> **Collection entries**
____
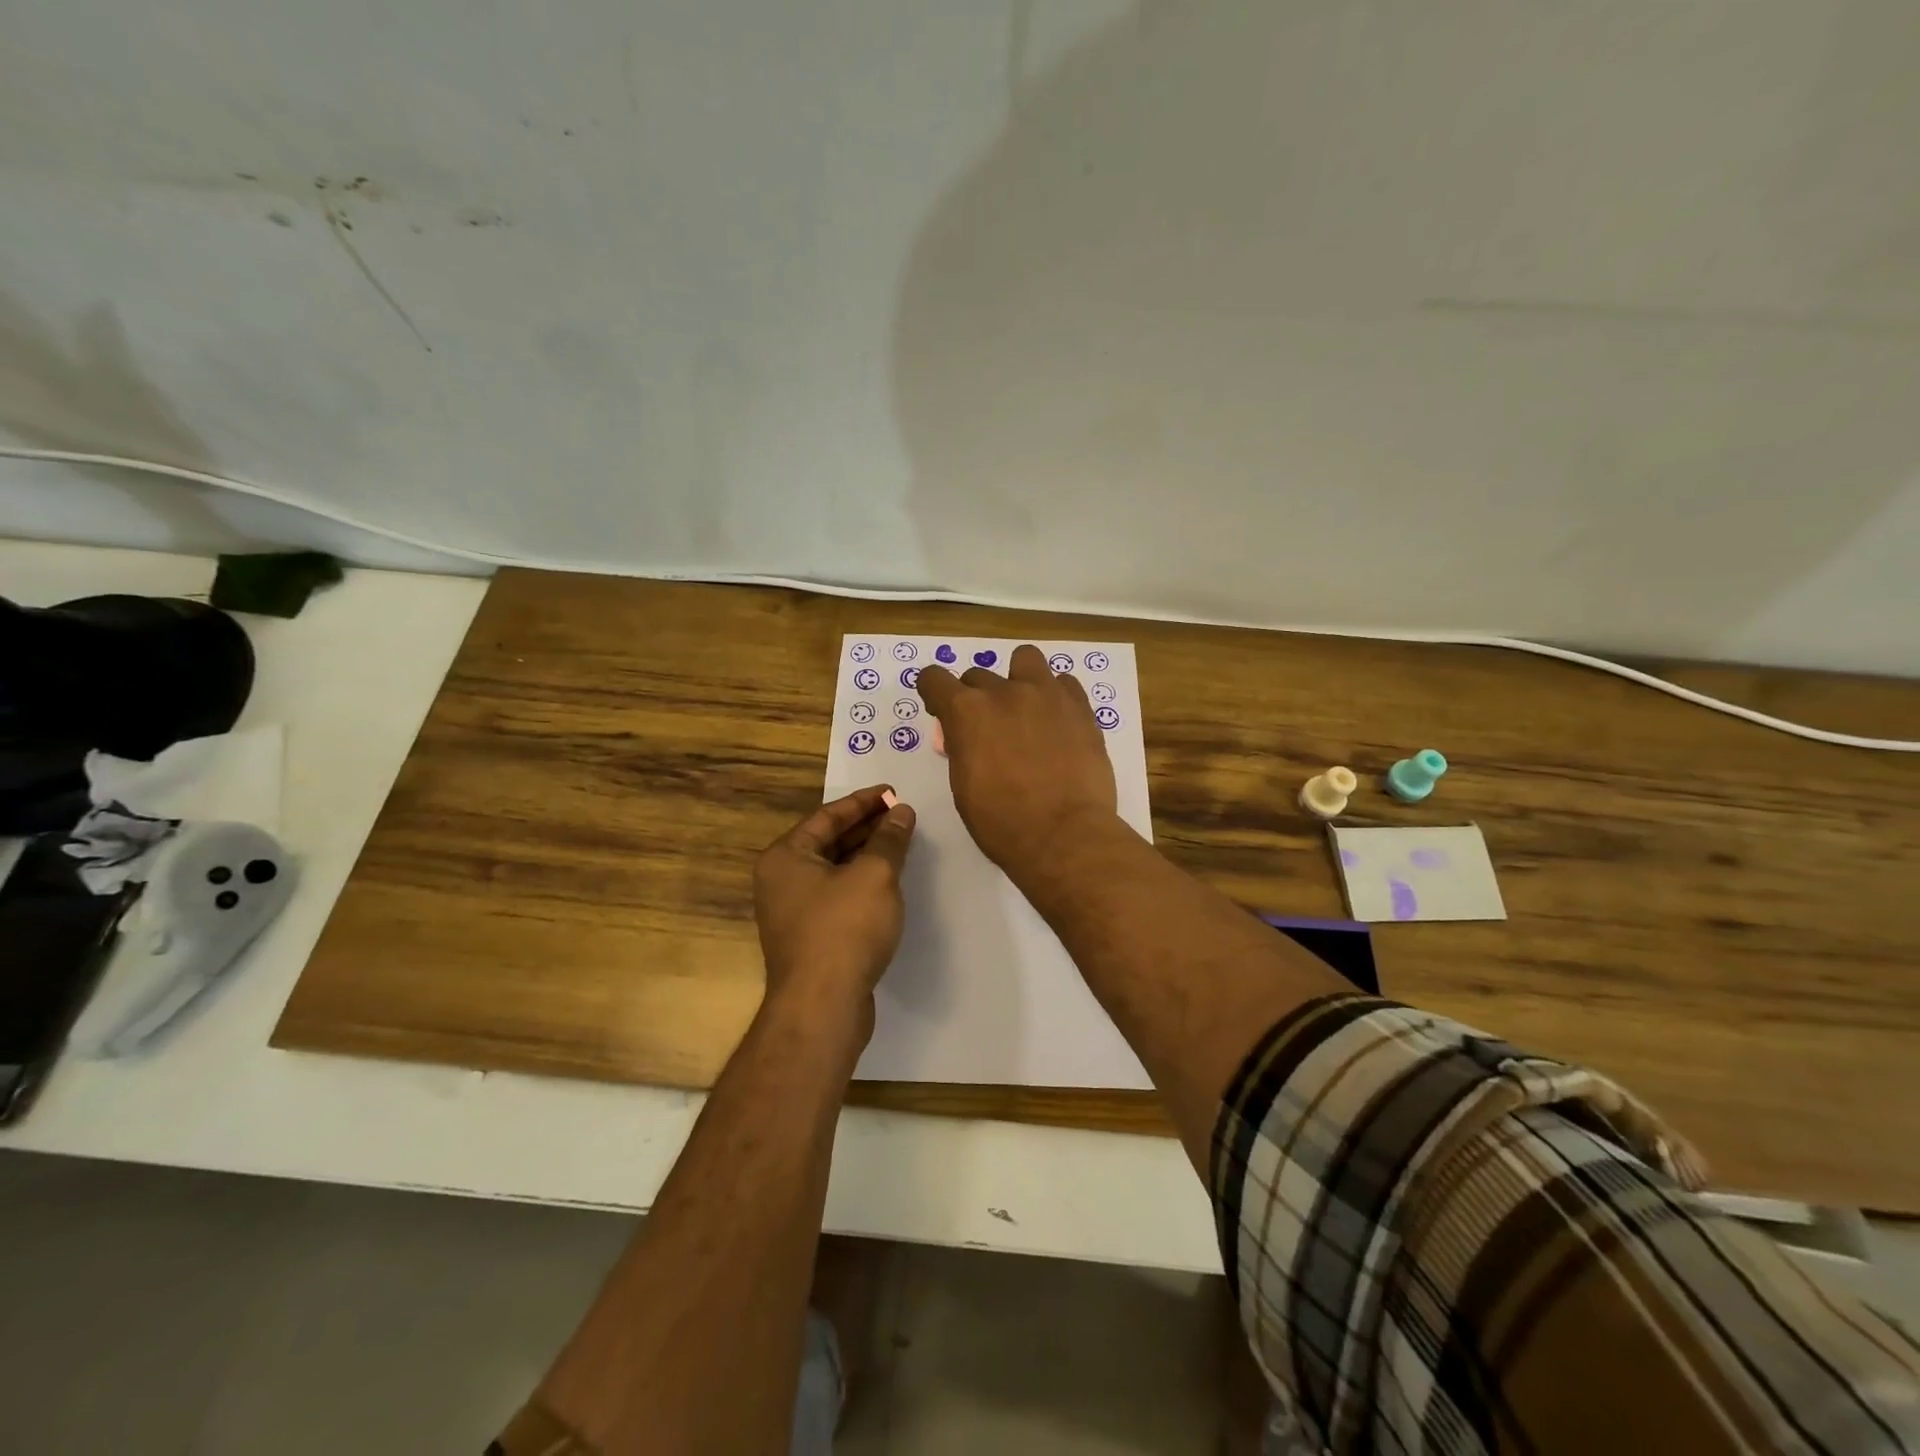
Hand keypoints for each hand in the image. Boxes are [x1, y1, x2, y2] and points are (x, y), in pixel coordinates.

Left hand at [754, 786, 916, 1025]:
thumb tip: (902, 812)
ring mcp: (792, 911)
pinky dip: (861, 882)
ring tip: (900, 842)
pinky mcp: (809, 937)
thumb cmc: (845, 929)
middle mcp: (781, 879)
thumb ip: (889, 839)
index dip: (864, 802)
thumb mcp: (874, 875)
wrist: (822, 1007)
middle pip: (828, 841)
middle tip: (902, 814)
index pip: (827, 815)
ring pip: (834, 869)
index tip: (894, 792)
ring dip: (866, 854)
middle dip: (866, 827)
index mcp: (786, 856)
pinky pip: (836, 895)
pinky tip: (888, 881)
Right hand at [916, 644, 1117, 875]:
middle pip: (978, 675)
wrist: (1064, 836)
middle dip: (977, 698)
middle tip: (989, 730)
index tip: (940, 710)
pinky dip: (1055, 695)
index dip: (934, 693)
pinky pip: (1063, 682)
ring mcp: (1046, 694)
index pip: (934, 678)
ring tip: (1026, 708)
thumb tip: (965, 738)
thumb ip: (962, 748)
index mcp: (966, 712)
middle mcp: (1004, 692)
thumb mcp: (963, 787)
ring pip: (1025, 659)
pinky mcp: (1080, 706)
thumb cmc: (1002, 823)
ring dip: (1018, 678)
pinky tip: (1057, 721)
____
> **Exercise objective**
The response should be an exact copy of the lines from the one with "index dip: (864, 802)" through the end of the data, with no other text.

> **Problem solution**
index dip: (864, 802)
thumb mcp: (874, 875)
wrist: (822, 1007)
middle pip: (828, 841)
middle tip: (902, 814)
index pip: (827, 815)
ring pip: (834, 869)
index tip: (894, 792)
ring dip: (866, 854)
middle dip: (866, 827)
index mcp: (786, 856)
pinky pip: (836, 895)
pinky tip: (888, 881)
Right hand at [916, 644, 1117, 875]:
middle pip: (978, 675)
wrist: (1064, 836)
middle dip: (977, 698)
middle tip: (989, 730)
index tip: (940, 710)
pinky dip: (1055, 695)
index dip: (934, 693)
pinky pip: (1063, 682)
ring mcp: (1046, 694)
index pip: (934, 678)
ring tip: (1026, 708)
thumb tip: (965, 738)
thumb ip: (962, 748)
index mcp: (966, 712)
middle mcp: (1004, 692)
thumb mcp: (963, 787)
ring pip: (1025, 659)
pinky mcp: (1080, 706)
thumb cmc: (1002, 823)
ring dip: (1018, 678)
pinky tip: (1057, 721)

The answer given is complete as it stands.